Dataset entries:
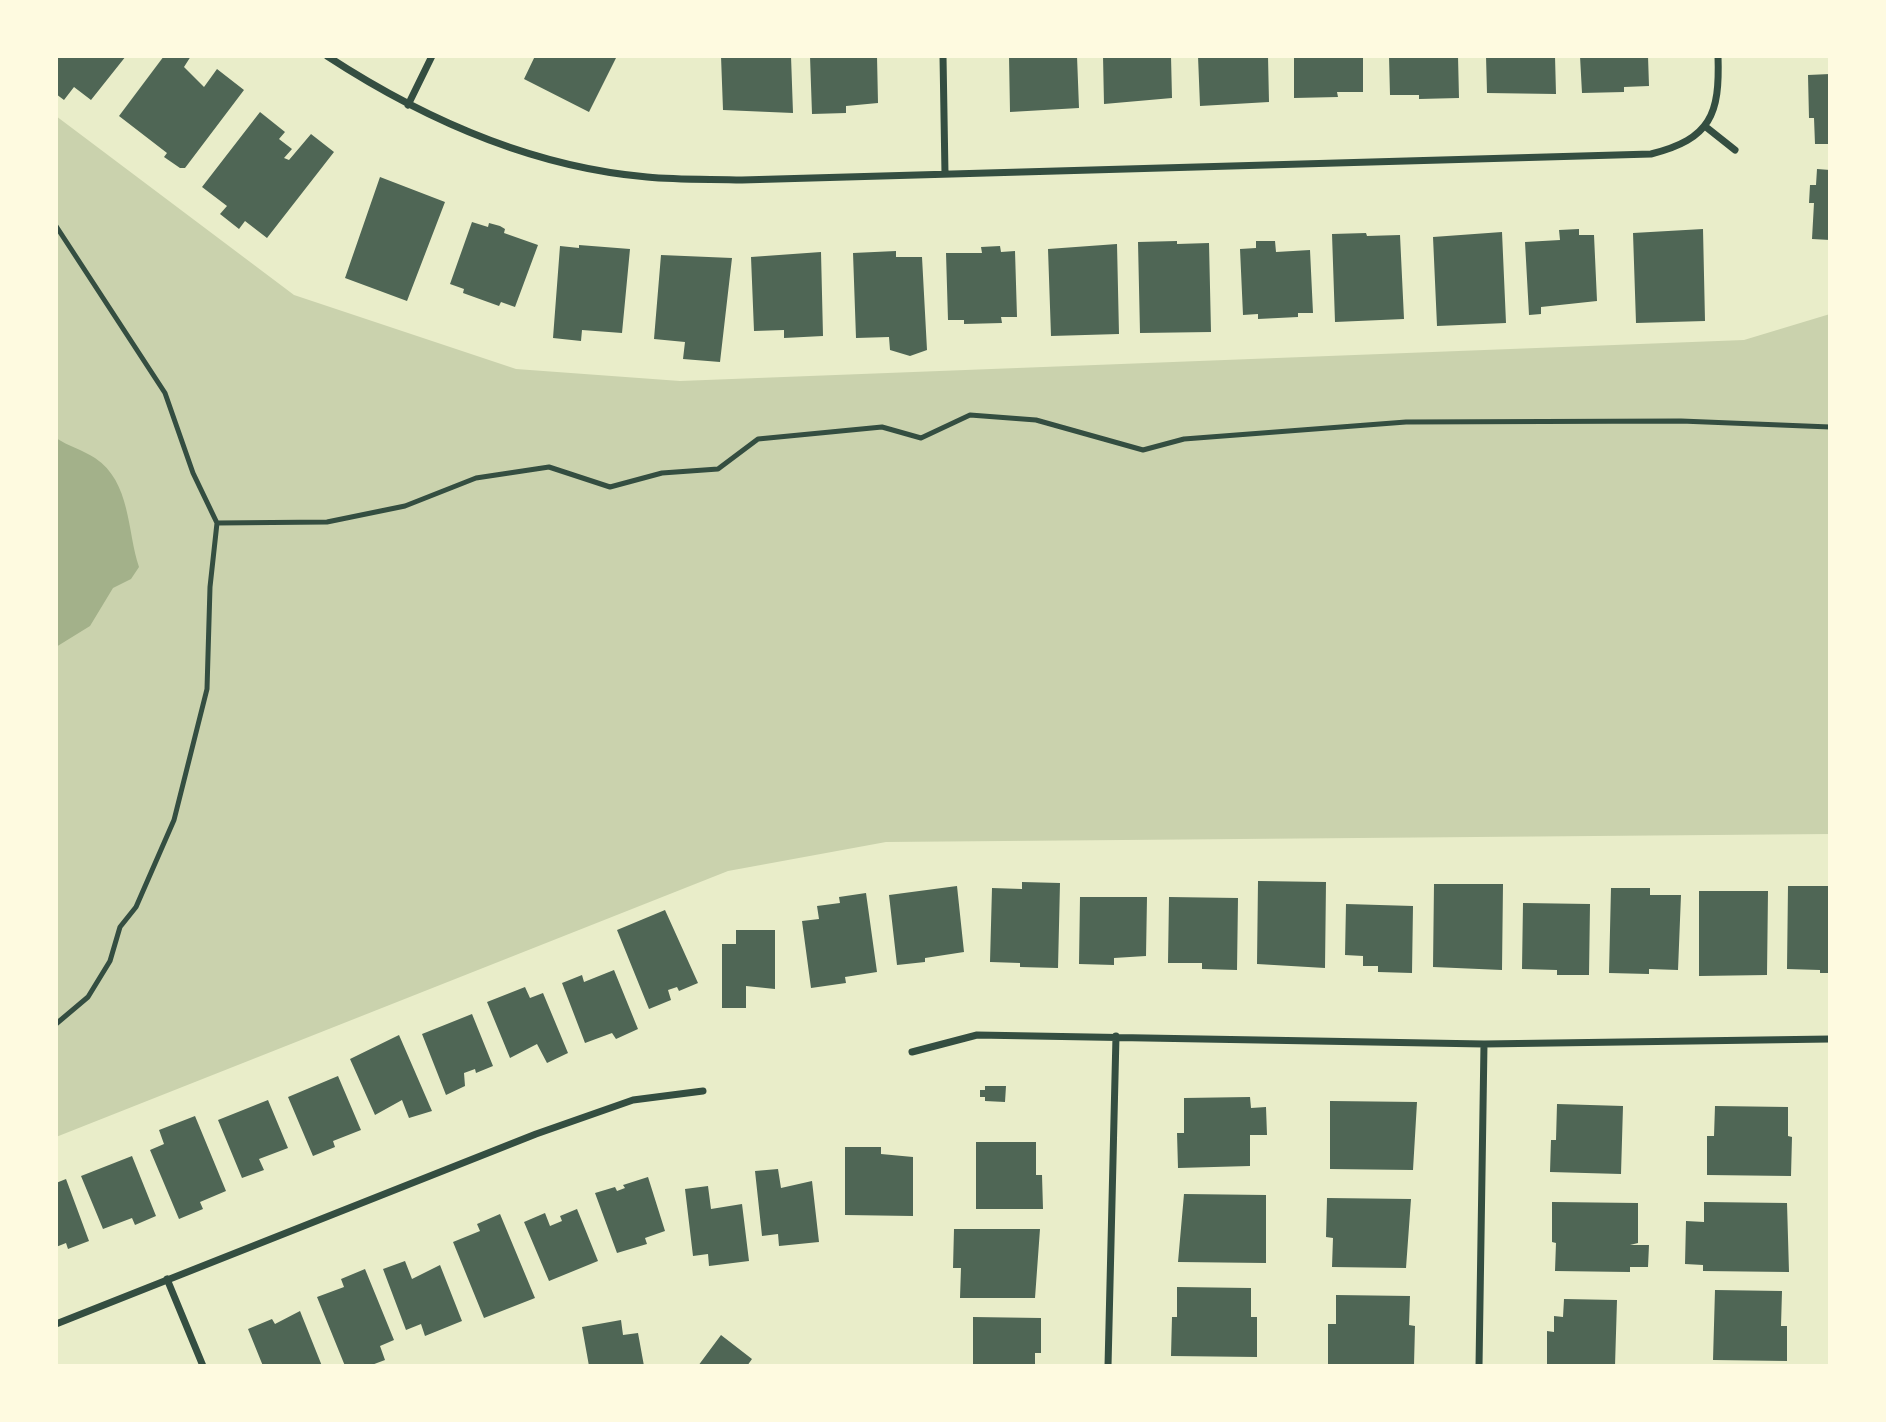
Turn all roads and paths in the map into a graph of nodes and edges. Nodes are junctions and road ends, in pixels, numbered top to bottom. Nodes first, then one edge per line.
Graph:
1 (327, 56) edge
2 (432, 56) edge
3 (943, 56) edge
4 (1718, 56) edge
5 (408, 105) junction
6 (1706, 127) junction
7 (1735, 150) dead end
8 (945, 174) junction
9 (56, 226) edge
10 (1830, 427) edge
11 (217, 523) junction
12 (56, 1024) edge
13 (1116, 1036) junction
14 (1830, 1039) edge
15 (1484, 1044) junction
16 (912, 1052) dead end
17 (703, 1091) dead end
18 (167, 1279) junction
19 (56, 1324) edge
20 (202, 1366) edge
21 (1108, 1366) edge
22 (1479, 1366) edge

1 - 5 street
2 - 5 street
3 - 8 street
4 - 6 street
5 - 8 street
6 - 7 street
6 - 8 street
9 - 11 lane
10 - 11 lane
11 - 12 lane
13 - 15 street
13 - 16 street
13 - 21 street
14 - 15 street
15 - 22 street
17 - 18 street
18 - 19 street
18 - 20 street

To do:
When you copy the entries, keep every word exactly as it stands and drop any pictures.

Response box:
Turn all roads and paths in the map into a graph of nodes and edges. Nodes are junctions and road ends, in pixels, numbered top to bottom. Nodes first, then one edge per line.
Graph:
1 (327, 56) edge
2 (432, 56) edge
3 (943, 56) edge
4 (1718, 56) edge
5 (408, 105) junction
6 (1706, 127) junction
7 (1735, 150) dead end
8 (945, 174) junction
9 (56, 226) edge
10 (1830, 427) edge
11 (217, 523) junction
12 (56, 1024) edge
13 (1116, 1036) junction
14 (1830, 1039) edge
15 (1484, 1044) junction
16 (912, 1052) dead end
17 (703, 1091) dead end
18 (167, 1279) junction
19 (56, 1324) edge
20 (202, 1366) edge
21 (1108, 1366) edge
22 (1479, 1366) edge

1 - 5 street
2 - 5 street
3 - 8 street
4 - 6 street
5 - 8 street
6 - 7 street
6 - 8 street
9 - 11 lane
10 - 11 lane
11 - 12 lane
13 - 15 street
13 - 16 street
13 - 21 street
14 - 15 street
15 - 22 street
17 - 18 street
18 - 19 street
18 - 20 street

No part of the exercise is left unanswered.